Convinti che la valorizzazione turistica sia la chiave per migliorare l’offerta e accrescere i flussi sul territorio – spiegano Chiara, Silvia ed Elisa Belvedere Mazzetti, alias la settima generazione dei “Distillatori dal 1846” – nei dodici mesi il viaggio fra gli spiriti di Mazzetti d’Altavilla sarà accompagnato da dodici luoghi peculiari situati in Monferrato, i quali conservano attrazioni in grado di richiamare arrivi turistici di qualità.”
Quali sono i luoghi immortalati nel Calendario e che vengono proposti ai turisti di tutto il mondo grazie all’impostazione bilingue del nuovo Almanacco Mazzetti?
Dopo una suggestiva immagine aerea di Altavilla Monferrato, il borgo della Grappa, si parte con gli antichi porticati di Moncalvo, il chiostro benedettino di Grazzano Badoglio, la Sinagoga di Casale Monferrato, l’infernot dell’Ecomuseo della Pietra da Cantone di Cella Monte, il borgo antico di Ozzano Monferrato. Dunque si continua con il concentrico medievale di Montemagno, il Bialbero di Casorzo, l’antica Via Dell’Entrata di Calliano, lo scorcio di Moleto di Ottiglio, la veduta di Vignale Monferrato, il Belvedere di Coniolo e i filari di Ruchè di Castagnole Monferrato. Sei luoghi del Casalese e altrettanti dell’Astigiano, un’area di grande varietà paesaggistica e di ampie potenzialità turistiche, situata intorno alla più storica distilleria.
“Ammirare tali immagini, frutto dei momenti catturati dalla maestria fotografica di Paolo Bernardotti – commenta la young generation di Mazzetti d’Altavilla rappresentata dalle sorelle Chiara, Silvia ed Elisa Belvedere Mazzetti – è come pregustare la bellezza di questa mitica terra, in attesa di viverla appieno attraverso le emozioni di una visita e di degustarla attraverso i distillati che, senza essere protagonisti dell’almanacco (ma soltanto accompagnatori), arricchiscono con profumi e aromi lo scorrere di ogni mese.”

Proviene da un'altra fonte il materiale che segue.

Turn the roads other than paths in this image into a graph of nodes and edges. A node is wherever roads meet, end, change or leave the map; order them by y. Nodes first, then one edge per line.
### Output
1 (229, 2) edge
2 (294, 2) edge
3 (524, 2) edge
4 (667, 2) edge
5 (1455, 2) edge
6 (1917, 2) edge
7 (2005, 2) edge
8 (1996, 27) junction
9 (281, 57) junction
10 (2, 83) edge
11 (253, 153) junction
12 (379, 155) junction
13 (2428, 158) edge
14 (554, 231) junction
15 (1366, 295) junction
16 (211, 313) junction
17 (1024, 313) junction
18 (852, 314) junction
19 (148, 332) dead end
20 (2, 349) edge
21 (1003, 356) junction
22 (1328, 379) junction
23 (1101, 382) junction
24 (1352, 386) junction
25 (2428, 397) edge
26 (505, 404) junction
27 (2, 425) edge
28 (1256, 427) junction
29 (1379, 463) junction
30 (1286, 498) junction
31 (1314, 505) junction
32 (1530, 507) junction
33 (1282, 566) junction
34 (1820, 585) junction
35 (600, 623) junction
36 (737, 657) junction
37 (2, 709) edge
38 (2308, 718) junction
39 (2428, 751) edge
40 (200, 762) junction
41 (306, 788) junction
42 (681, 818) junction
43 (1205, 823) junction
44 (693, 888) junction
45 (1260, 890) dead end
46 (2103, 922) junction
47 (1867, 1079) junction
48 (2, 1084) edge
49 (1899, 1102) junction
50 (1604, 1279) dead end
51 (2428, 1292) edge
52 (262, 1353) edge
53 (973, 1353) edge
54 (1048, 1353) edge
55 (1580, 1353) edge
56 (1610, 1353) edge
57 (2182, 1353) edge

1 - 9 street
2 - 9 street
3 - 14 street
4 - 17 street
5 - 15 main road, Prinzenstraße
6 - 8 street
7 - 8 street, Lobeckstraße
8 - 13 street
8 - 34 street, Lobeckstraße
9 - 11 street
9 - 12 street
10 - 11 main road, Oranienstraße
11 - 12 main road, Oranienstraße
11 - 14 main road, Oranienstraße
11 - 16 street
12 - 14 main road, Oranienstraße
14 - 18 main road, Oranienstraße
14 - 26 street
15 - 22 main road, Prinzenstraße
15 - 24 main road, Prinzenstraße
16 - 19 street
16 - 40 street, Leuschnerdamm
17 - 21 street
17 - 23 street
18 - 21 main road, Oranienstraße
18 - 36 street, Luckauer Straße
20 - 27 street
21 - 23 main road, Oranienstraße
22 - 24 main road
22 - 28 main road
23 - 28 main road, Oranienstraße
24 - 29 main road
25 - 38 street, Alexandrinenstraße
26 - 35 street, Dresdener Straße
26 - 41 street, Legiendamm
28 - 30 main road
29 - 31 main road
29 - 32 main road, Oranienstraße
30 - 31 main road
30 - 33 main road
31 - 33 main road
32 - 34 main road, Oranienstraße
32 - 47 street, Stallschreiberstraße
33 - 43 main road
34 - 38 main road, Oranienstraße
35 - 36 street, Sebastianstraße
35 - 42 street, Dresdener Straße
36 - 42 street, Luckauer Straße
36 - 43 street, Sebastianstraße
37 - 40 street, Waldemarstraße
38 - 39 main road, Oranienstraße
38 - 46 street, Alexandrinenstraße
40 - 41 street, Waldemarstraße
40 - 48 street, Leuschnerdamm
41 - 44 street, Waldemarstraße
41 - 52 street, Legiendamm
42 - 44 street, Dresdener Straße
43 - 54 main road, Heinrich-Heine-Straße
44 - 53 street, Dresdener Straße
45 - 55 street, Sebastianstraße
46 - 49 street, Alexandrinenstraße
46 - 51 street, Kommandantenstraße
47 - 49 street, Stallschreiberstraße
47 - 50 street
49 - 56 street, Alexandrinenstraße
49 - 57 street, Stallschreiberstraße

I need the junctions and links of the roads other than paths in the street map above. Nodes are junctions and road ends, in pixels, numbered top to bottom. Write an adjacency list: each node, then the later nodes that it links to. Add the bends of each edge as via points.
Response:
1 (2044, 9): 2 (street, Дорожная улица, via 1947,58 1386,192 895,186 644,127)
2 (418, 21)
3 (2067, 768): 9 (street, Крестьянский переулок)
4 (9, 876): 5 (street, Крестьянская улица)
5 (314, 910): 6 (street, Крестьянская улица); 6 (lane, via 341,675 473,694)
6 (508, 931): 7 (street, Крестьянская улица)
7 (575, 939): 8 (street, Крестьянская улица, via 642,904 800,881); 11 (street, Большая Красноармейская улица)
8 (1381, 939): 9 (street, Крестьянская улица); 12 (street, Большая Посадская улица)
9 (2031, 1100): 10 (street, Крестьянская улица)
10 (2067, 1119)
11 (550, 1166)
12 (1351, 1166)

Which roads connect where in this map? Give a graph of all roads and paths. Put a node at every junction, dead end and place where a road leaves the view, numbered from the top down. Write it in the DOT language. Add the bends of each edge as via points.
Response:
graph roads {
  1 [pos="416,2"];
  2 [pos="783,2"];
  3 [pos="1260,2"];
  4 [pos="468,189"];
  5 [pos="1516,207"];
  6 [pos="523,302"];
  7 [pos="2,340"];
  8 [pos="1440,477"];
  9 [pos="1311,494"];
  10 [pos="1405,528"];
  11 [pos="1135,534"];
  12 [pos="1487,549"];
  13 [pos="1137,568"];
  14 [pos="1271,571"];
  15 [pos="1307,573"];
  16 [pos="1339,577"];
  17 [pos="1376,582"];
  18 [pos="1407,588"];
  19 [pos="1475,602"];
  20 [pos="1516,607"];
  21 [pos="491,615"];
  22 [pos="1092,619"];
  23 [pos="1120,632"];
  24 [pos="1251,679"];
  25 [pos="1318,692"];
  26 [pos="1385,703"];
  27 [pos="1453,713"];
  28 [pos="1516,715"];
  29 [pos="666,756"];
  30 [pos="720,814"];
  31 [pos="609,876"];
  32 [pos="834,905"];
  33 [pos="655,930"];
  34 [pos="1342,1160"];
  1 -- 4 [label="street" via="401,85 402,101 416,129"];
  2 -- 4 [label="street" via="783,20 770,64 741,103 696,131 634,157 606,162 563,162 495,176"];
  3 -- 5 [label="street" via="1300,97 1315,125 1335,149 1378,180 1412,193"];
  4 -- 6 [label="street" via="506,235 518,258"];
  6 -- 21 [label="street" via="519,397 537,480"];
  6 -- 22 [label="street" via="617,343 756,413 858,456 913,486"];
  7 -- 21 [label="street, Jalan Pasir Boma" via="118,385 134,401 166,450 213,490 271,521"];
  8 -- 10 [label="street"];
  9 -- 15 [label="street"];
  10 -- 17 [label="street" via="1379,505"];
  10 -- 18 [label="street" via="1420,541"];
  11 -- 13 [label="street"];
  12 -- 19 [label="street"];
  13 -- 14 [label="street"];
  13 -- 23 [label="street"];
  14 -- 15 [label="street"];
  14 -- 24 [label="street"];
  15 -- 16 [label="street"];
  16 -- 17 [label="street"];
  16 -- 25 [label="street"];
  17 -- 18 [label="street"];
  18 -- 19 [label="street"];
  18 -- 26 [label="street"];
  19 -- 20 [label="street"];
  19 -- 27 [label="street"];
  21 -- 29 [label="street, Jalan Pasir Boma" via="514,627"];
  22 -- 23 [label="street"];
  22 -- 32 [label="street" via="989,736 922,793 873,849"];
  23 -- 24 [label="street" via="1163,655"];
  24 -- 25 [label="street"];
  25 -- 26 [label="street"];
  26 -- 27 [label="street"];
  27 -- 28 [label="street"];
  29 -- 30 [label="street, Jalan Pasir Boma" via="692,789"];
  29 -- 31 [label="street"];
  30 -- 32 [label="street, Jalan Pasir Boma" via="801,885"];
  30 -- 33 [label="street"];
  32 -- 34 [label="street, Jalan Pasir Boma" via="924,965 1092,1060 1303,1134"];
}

Dalle immagini del Calendario è nata inoltre una mostra permanente, l’“Angolo di Monferrato” che si è aggiunta all’itinerario fotografico “open-air” con le immagini scattate nel paesaggio Unesco dai dodici fotografi selezionati per il Calendario Artistico 2017/18. Tale esposizione accoglie, nel Parco Storico di Mazzetti d’Altavilla, le decine di migliaia di visitatori all’anno registrate presso Mazzetti d’Altavilla, con crescente preponderanza di flussi dall’estero. La Collezione delle fotografie, su formato gigante, è visitabile liberamente ogni giorno mentre il Calendario Artistico è richiedibile presso i Grappa Store di Milano, Marcallo e Altavilla Monferrato.